» Stored items:

++++++++++++++++++++

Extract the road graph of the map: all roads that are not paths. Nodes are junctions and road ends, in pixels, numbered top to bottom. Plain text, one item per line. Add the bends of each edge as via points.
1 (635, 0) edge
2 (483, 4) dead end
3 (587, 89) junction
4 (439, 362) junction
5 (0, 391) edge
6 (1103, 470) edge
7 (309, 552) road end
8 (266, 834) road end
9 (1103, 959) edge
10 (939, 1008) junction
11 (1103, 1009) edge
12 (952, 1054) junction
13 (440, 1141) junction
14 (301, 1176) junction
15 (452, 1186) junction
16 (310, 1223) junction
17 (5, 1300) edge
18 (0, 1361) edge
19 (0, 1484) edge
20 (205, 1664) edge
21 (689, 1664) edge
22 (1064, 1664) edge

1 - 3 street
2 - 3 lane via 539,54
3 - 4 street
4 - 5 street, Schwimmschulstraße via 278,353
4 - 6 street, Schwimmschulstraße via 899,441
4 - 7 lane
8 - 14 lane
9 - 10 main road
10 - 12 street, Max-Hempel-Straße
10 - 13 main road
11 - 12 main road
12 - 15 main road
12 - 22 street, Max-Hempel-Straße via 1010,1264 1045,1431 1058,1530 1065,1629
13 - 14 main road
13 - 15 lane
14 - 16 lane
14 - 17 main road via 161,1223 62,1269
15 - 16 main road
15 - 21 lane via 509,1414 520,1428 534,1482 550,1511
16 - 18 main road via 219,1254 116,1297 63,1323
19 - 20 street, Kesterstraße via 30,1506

++++++++++++++++++++

» Try it: The answer must be the complete set of entries, retyped exactly.

» Output of the task:
Extract the road graph of the map: all roads that are not paths. Nodes are junctions and road ends, in pixels, numbered top to bottom. Plain text, one item per line. Add the bends of each edge as via points.
1 (635, 0) edge
2 (483, 4) dead end
3 (587, 89) junction
4 (439, 362) junction
5 (0, 391) edge
6 (1103, 470) edge
7 (309, 552) road end
8 (266, 834) road end
9 (1103, 959) edge
10 (939, 1008) junction
11 (1103, 1009) edge
12 (952, 1054) junction
13 (440, 1141) junction
14 (301, 1176) junction
15 (452, 1186) junction
16 (310, 1223) junction
17 (5, 1300) edge
18 (0, 1361) edge
19 (0, 1484) edge
20 (205, 1664) edge
21 (689, 1664) edge
22 (1064, 1664) edge

1 - 3 street
2 - 3 lane via 539,54
3 - 4 street
4 - 5 street, Schwimmschulstraße via 278,353
4 - 6 street, Schwimmschulstraße via 899,441
4 - 7 lane
8 - 14 lane
9 - 10 main road
10 - 12 street, Max-Hempel-Straße
10 - 13 main road
11 - 12 main road
12 - 15 main road
12 - 22 street, Max-Hempel-Straße via 1010,1264 1045,1431 1058,1530 1065,1629
13 - 14 main road
13 - 15 lane
14 - 16 lane
14 - 17 main road via 161,1223 62,1269
15 - 16 main road
15 - 21 lane via 509,1414 520,1428 534,1482 550,1511
16 - 18 main road via 219,1254 116,1297 63,1323
19 - 20 street, Kesterstraße via 30,1506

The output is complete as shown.